◆ Your task: Go through the entries and tally the lines containing the word "edges". Only the total is wanted.

[Dataset items]
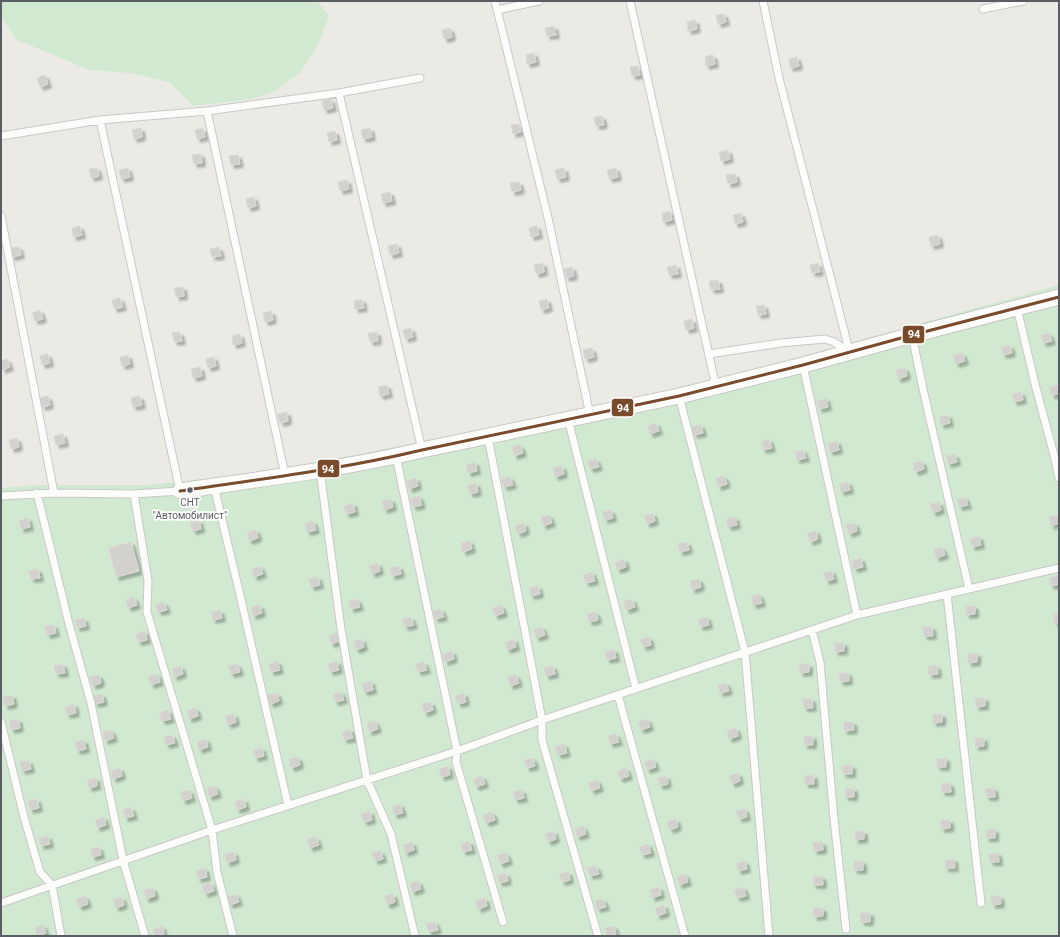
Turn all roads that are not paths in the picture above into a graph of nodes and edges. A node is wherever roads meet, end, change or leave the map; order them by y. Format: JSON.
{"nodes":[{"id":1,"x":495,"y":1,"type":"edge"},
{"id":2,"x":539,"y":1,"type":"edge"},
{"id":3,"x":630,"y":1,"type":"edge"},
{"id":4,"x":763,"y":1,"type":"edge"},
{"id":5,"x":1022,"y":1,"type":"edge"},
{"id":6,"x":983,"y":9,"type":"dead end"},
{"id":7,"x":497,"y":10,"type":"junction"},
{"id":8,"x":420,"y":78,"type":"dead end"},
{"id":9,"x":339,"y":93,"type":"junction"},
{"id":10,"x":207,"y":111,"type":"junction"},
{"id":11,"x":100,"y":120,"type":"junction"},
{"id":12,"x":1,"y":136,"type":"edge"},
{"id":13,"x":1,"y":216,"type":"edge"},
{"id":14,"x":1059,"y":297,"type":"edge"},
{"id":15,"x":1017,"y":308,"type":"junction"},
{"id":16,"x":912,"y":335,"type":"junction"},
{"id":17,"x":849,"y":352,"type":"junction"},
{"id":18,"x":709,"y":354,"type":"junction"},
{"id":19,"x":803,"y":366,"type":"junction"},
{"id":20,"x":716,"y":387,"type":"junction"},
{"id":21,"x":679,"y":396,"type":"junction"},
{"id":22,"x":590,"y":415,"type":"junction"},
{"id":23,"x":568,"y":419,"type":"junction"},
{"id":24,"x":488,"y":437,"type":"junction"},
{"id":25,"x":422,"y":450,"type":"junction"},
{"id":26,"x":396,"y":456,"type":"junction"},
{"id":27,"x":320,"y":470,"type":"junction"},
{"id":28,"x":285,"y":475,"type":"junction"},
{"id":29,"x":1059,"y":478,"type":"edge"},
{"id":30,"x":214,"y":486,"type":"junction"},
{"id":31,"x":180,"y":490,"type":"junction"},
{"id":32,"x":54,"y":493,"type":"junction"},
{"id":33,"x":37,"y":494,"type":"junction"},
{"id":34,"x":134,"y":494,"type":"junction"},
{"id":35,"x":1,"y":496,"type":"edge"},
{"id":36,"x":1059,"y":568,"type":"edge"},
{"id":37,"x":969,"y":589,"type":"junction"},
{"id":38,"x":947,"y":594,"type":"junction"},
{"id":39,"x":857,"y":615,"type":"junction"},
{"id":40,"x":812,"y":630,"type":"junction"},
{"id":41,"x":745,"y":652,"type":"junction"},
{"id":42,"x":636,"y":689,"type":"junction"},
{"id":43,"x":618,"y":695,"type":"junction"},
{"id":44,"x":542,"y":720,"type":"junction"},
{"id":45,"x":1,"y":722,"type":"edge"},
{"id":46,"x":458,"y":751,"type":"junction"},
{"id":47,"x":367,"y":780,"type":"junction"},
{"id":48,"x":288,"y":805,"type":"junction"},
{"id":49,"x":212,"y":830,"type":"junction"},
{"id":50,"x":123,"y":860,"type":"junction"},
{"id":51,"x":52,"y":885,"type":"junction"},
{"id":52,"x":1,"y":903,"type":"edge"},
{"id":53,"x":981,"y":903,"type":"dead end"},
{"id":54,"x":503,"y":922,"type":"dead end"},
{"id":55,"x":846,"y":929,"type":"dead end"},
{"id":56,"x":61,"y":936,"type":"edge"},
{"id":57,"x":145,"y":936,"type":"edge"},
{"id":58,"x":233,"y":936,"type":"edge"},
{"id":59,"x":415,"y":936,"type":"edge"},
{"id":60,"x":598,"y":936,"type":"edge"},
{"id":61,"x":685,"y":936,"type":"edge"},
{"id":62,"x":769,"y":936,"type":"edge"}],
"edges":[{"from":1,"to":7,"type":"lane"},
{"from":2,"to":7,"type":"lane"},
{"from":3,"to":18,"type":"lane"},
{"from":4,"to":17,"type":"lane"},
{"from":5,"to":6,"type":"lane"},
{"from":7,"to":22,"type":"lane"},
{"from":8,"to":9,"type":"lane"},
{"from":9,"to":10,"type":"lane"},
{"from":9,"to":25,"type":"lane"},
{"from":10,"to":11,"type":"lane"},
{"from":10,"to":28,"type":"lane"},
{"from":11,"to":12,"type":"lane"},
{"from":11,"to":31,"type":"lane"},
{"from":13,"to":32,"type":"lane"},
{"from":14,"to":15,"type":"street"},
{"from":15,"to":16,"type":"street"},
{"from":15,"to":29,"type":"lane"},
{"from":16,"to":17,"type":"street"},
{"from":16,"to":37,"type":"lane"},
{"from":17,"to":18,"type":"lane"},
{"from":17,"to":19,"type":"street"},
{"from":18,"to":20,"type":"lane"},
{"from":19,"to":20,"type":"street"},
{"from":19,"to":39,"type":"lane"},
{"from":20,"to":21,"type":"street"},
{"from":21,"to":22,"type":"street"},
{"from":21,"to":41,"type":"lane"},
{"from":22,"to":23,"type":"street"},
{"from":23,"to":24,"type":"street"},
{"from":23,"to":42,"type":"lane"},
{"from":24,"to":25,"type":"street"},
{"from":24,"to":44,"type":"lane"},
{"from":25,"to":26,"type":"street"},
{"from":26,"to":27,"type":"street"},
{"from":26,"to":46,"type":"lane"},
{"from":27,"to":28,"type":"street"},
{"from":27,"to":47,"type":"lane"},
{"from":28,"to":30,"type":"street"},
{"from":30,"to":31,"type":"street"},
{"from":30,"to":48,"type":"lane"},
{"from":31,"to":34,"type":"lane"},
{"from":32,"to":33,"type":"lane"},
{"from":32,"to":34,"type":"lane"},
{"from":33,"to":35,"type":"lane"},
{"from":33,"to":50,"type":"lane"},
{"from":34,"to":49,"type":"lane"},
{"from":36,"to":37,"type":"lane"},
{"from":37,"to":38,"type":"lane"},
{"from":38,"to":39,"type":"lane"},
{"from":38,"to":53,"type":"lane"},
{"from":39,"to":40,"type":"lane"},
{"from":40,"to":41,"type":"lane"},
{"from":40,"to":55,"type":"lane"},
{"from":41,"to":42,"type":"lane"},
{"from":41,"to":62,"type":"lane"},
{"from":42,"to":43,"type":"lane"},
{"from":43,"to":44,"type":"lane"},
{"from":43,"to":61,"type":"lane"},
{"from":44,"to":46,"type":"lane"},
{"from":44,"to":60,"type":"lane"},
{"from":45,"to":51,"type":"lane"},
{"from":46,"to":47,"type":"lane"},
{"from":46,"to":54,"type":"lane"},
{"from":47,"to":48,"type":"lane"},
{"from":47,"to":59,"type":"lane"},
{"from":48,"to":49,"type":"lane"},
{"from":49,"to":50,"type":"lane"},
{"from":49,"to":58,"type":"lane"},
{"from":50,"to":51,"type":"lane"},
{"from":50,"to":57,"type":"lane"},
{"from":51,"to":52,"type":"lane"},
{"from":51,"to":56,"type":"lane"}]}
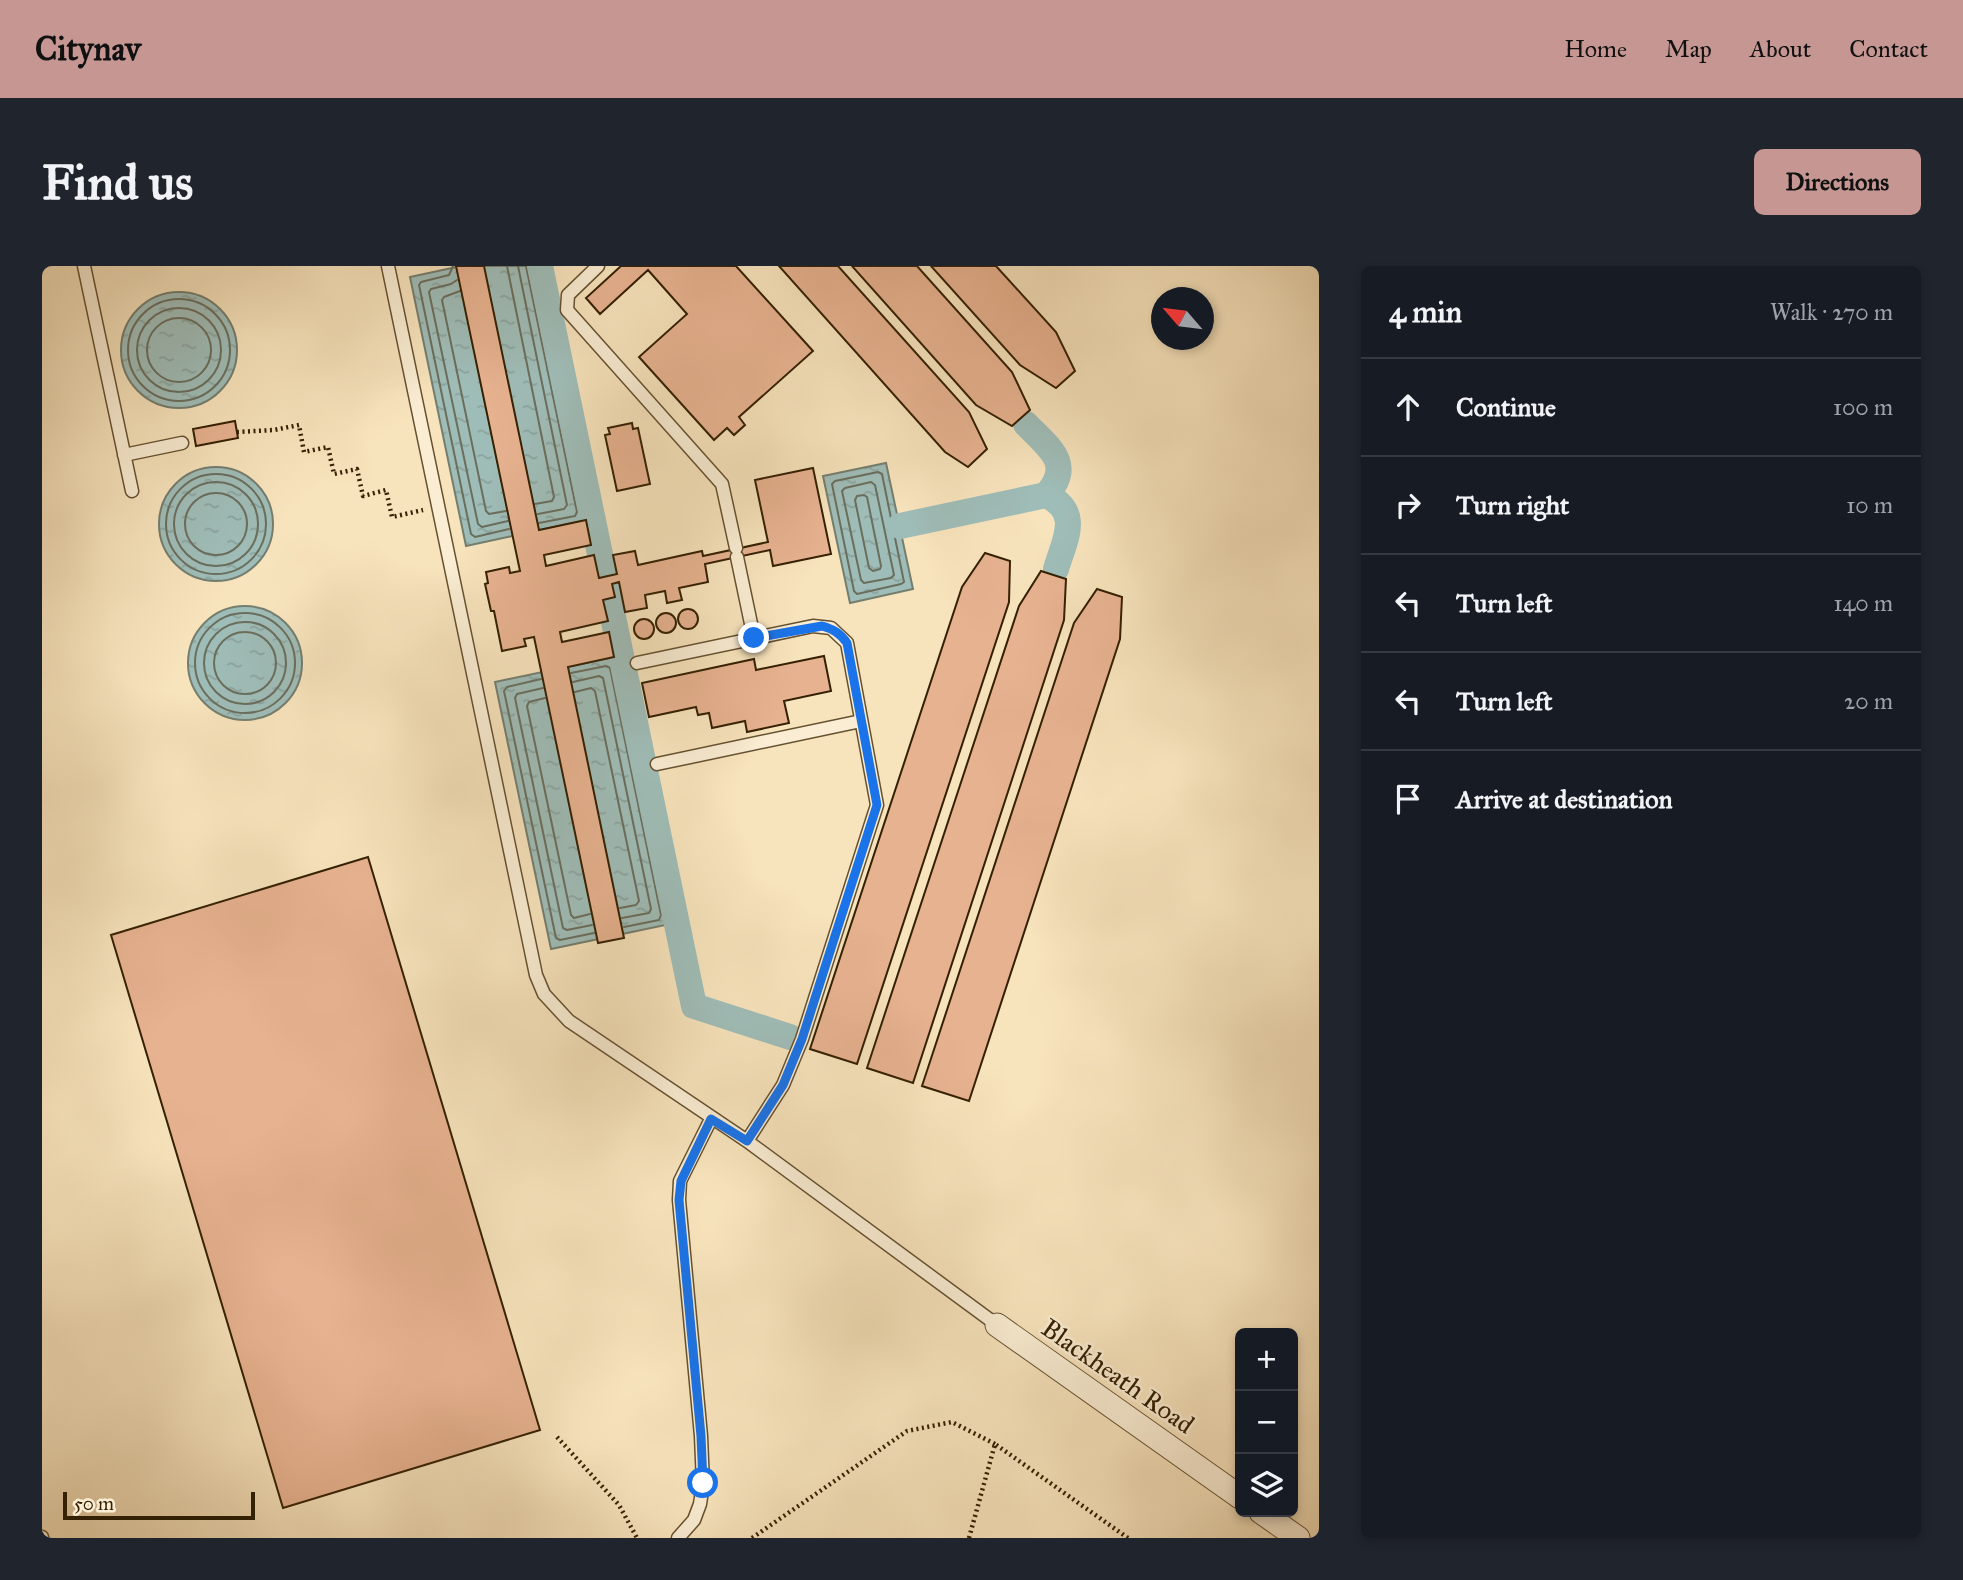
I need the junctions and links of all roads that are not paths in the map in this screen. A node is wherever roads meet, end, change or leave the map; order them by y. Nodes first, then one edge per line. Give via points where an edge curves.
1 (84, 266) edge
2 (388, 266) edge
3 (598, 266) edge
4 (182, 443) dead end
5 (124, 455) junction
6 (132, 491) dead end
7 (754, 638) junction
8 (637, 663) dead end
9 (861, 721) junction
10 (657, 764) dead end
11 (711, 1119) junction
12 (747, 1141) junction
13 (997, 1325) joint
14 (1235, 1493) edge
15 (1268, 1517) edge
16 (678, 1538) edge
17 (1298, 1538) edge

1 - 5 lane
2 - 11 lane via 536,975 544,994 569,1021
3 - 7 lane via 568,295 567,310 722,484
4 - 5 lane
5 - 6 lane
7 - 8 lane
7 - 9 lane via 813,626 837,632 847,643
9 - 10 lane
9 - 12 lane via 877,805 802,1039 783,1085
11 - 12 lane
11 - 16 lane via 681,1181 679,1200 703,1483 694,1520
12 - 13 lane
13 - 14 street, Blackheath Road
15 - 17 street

◆ Final answer: 2